YOUR INSTRUCTIONS :: Each time a line of the listing holds "lists", copy that line.

AVAILABLE RECORDS ::

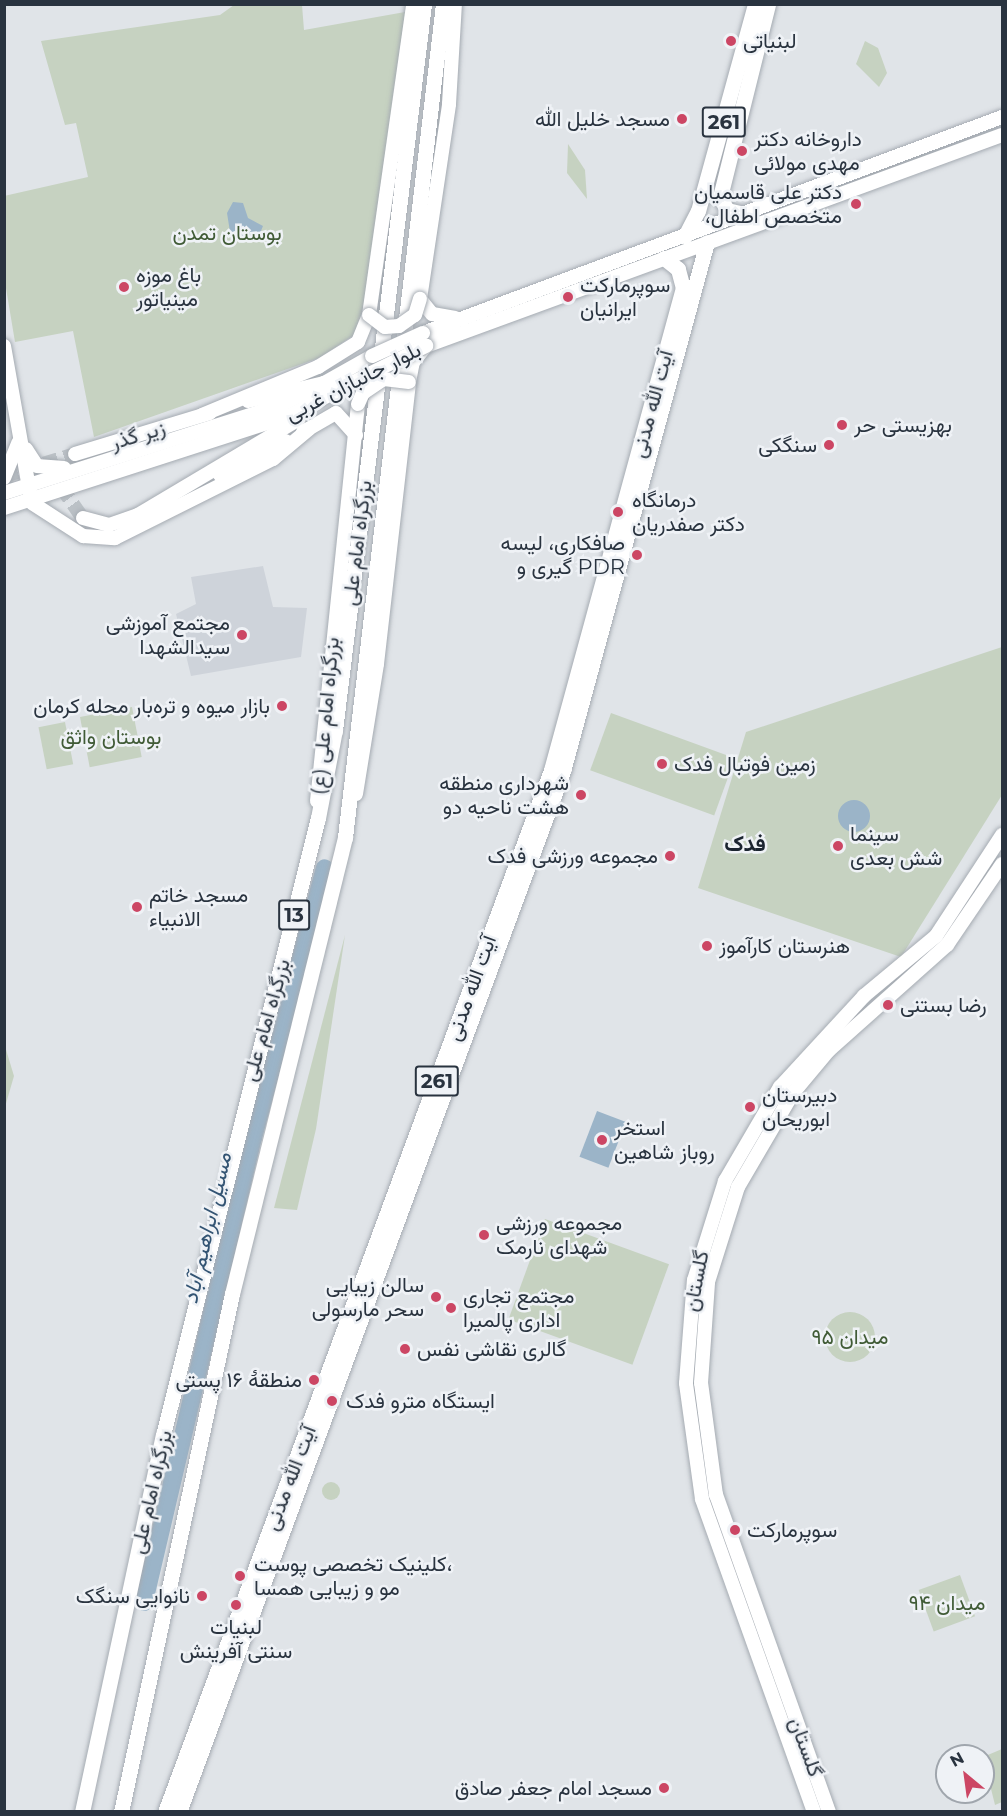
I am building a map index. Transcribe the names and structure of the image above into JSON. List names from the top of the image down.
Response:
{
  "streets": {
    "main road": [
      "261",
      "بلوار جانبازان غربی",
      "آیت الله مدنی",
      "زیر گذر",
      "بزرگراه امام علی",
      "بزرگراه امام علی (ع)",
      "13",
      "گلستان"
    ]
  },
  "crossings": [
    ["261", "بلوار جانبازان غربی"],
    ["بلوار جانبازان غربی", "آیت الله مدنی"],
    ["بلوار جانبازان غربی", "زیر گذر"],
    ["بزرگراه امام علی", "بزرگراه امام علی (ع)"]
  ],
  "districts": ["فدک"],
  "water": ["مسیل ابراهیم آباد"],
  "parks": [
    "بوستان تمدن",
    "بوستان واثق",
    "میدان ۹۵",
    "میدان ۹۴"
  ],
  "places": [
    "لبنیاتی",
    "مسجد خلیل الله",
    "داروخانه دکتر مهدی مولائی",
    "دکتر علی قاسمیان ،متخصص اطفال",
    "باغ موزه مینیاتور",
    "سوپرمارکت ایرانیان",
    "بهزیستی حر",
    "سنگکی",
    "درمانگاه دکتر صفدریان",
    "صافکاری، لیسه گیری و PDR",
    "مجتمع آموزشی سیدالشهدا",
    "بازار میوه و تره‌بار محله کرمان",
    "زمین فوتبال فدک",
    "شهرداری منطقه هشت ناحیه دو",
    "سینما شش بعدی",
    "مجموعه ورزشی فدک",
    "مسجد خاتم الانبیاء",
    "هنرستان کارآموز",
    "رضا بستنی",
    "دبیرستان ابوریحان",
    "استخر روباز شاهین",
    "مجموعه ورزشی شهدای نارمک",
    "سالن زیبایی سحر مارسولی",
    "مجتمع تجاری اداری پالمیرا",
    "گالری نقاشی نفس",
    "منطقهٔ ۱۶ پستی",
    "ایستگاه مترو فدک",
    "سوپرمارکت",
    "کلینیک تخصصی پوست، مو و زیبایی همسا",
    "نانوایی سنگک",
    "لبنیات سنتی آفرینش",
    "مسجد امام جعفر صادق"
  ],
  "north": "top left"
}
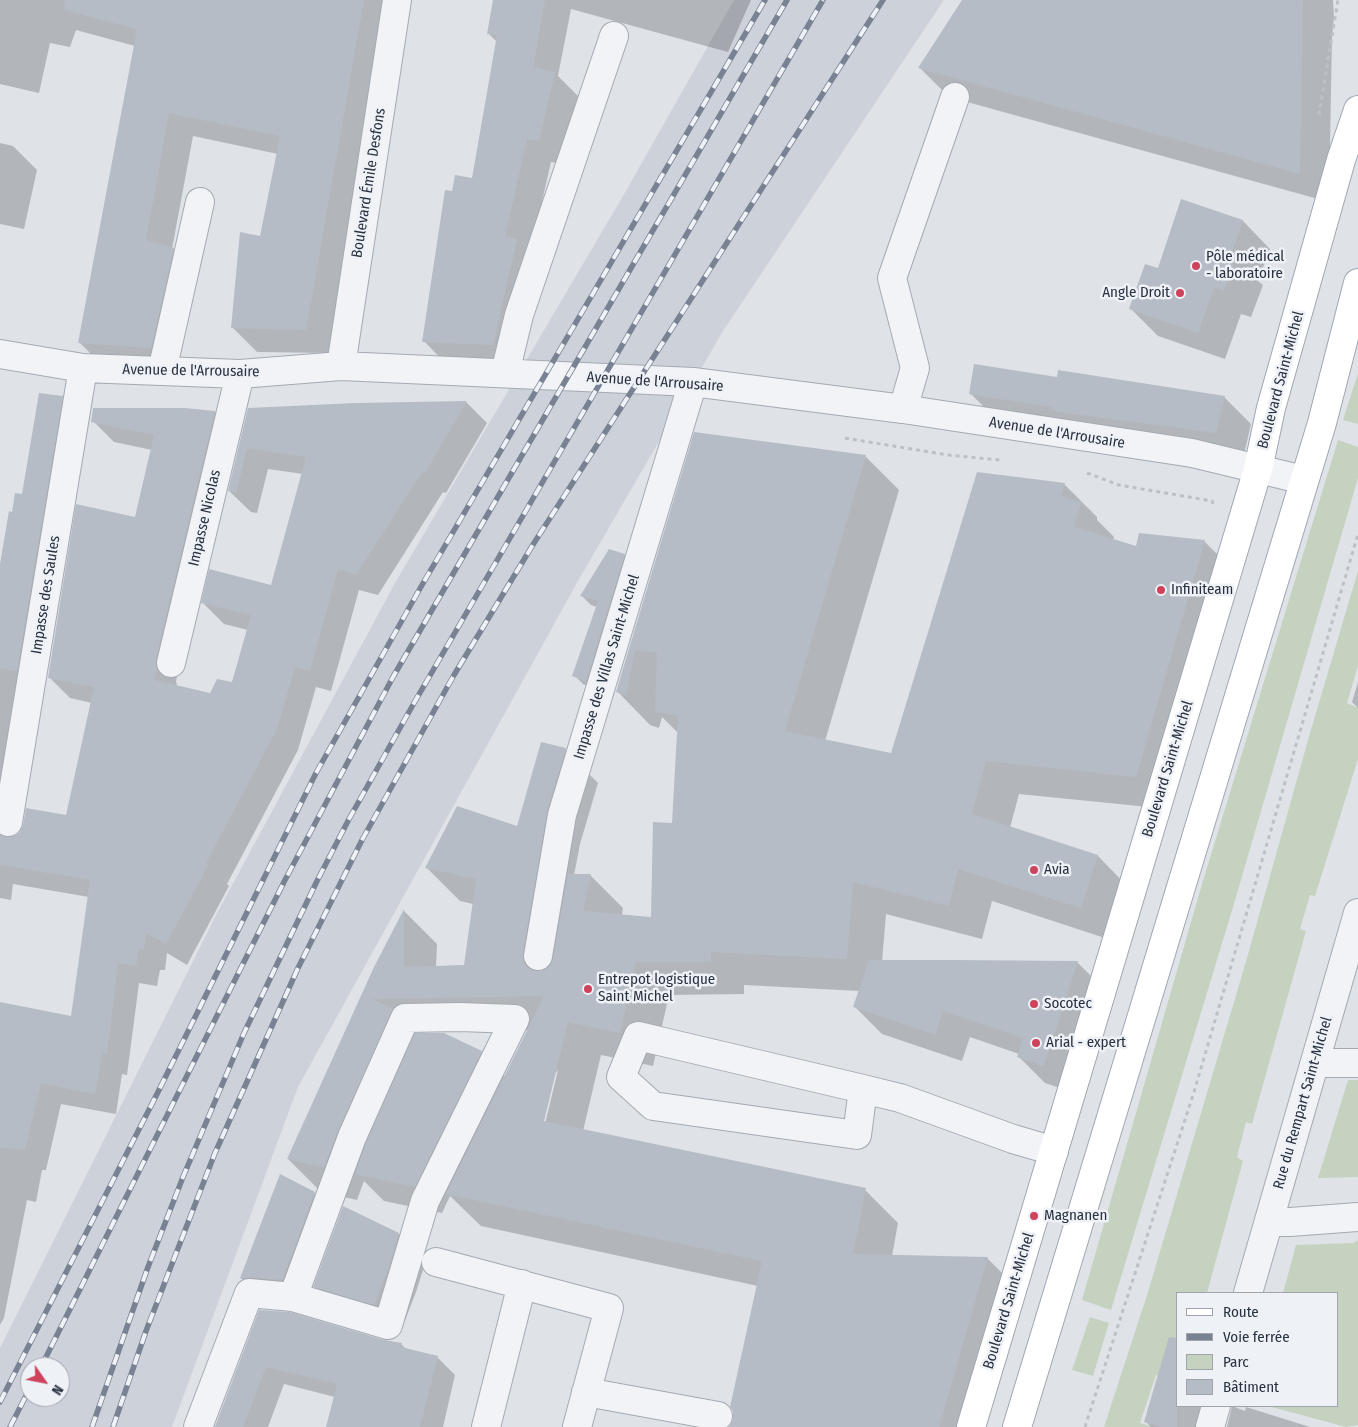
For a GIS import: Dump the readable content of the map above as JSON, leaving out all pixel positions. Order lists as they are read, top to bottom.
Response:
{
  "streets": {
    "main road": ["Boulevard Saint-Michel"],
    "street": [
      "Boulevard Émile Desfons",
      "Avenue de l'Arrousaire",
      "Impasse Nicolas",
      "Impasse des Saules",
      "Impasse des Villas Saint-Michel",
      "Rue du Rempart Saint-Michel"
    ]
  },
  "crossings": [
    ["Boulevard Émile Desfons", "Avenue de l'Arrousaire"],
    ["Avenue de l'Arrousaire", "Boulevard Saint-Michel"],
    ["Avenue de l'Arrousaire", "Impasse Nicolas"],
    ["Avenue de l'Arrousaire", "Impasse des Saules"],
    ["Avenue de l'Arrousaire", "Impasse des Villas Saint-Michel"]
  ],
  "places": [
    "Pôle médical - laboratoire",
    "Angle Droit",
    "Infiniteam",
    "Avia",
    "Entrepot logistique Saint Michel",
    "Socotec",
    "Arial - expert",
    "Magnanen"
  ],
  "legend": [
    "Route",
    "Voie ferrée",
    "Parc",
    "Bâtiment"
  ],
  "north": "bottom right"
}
==
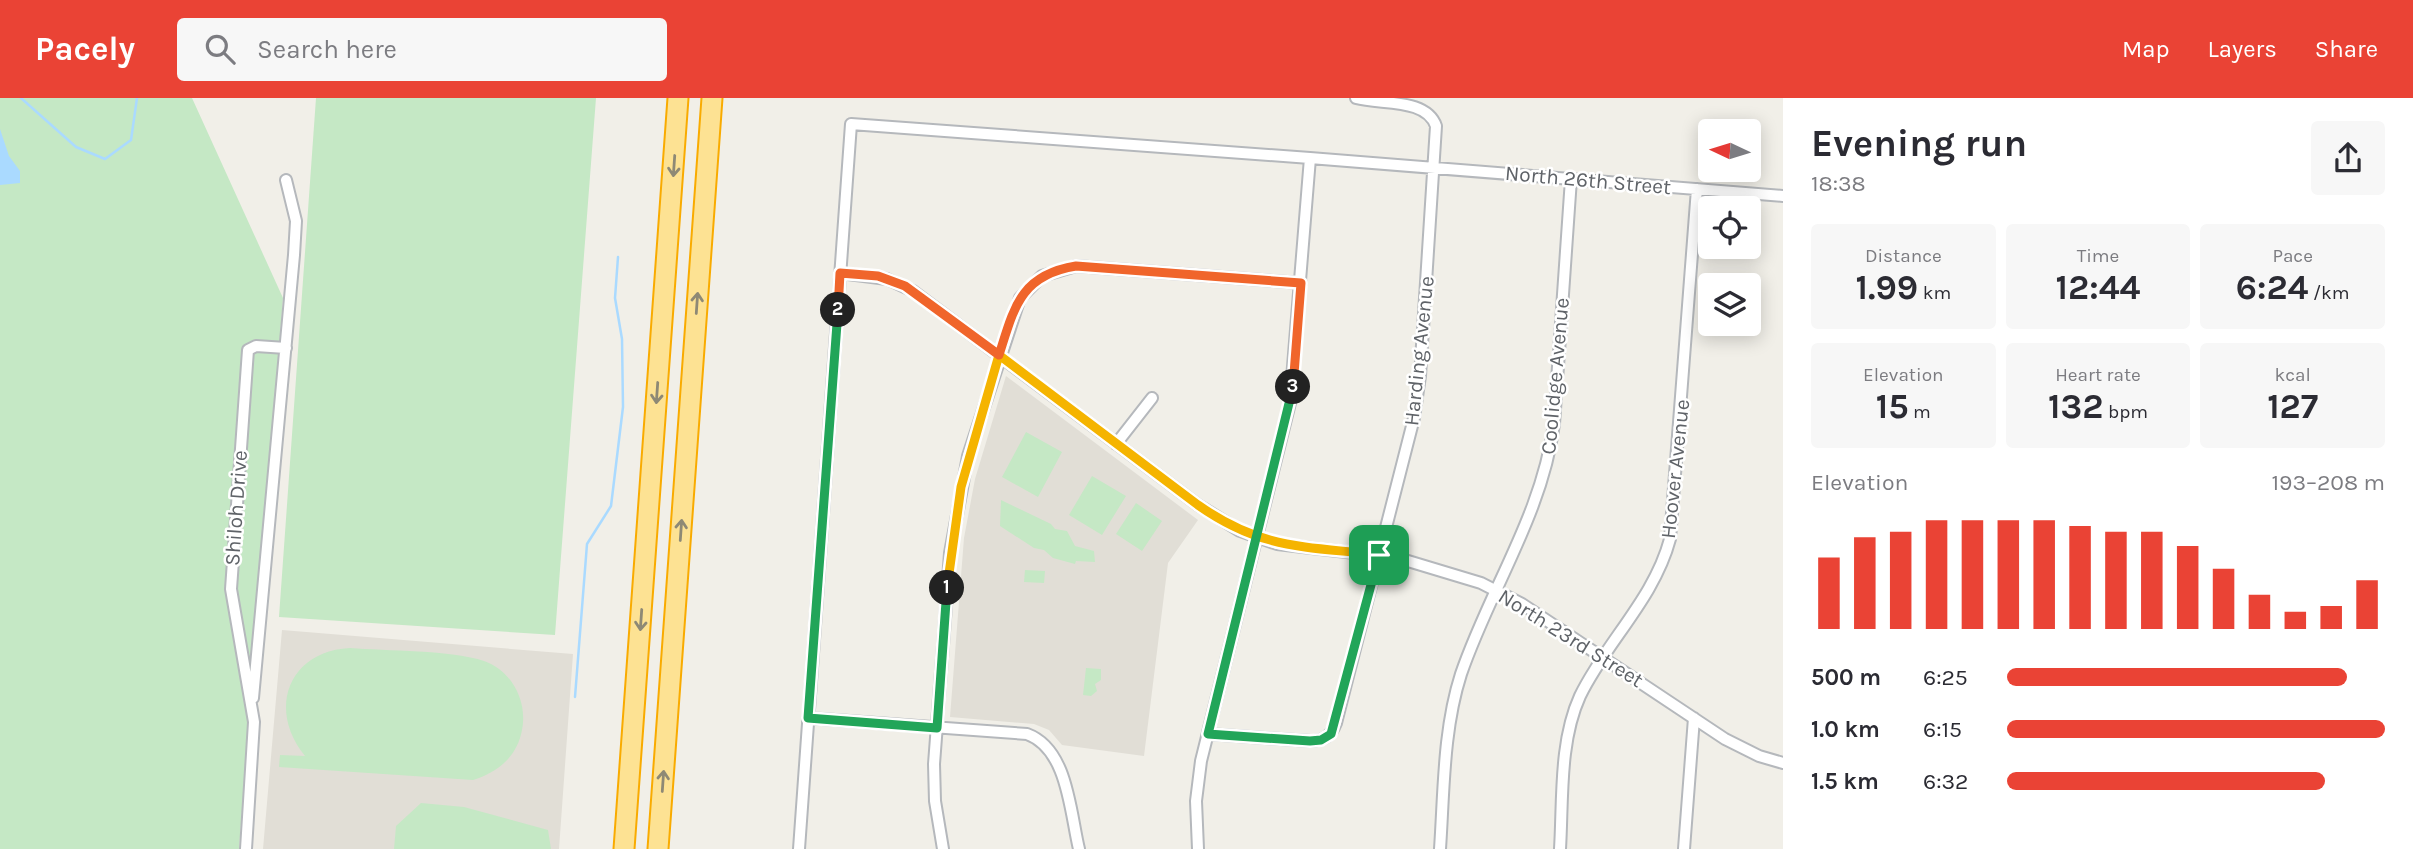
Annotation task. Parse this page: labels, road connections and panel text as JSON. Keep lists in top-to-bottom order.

SOLUTION TO THE EXERCISE ::
For a GIS import: Dump the readable content of the map above as JSON, leaving out all pixel positions. Order lists as they are read, top to bottom.
Annotation task. Parse this page: labels, road connections and panel text as JSON. Keep lists in top-to-bottom order.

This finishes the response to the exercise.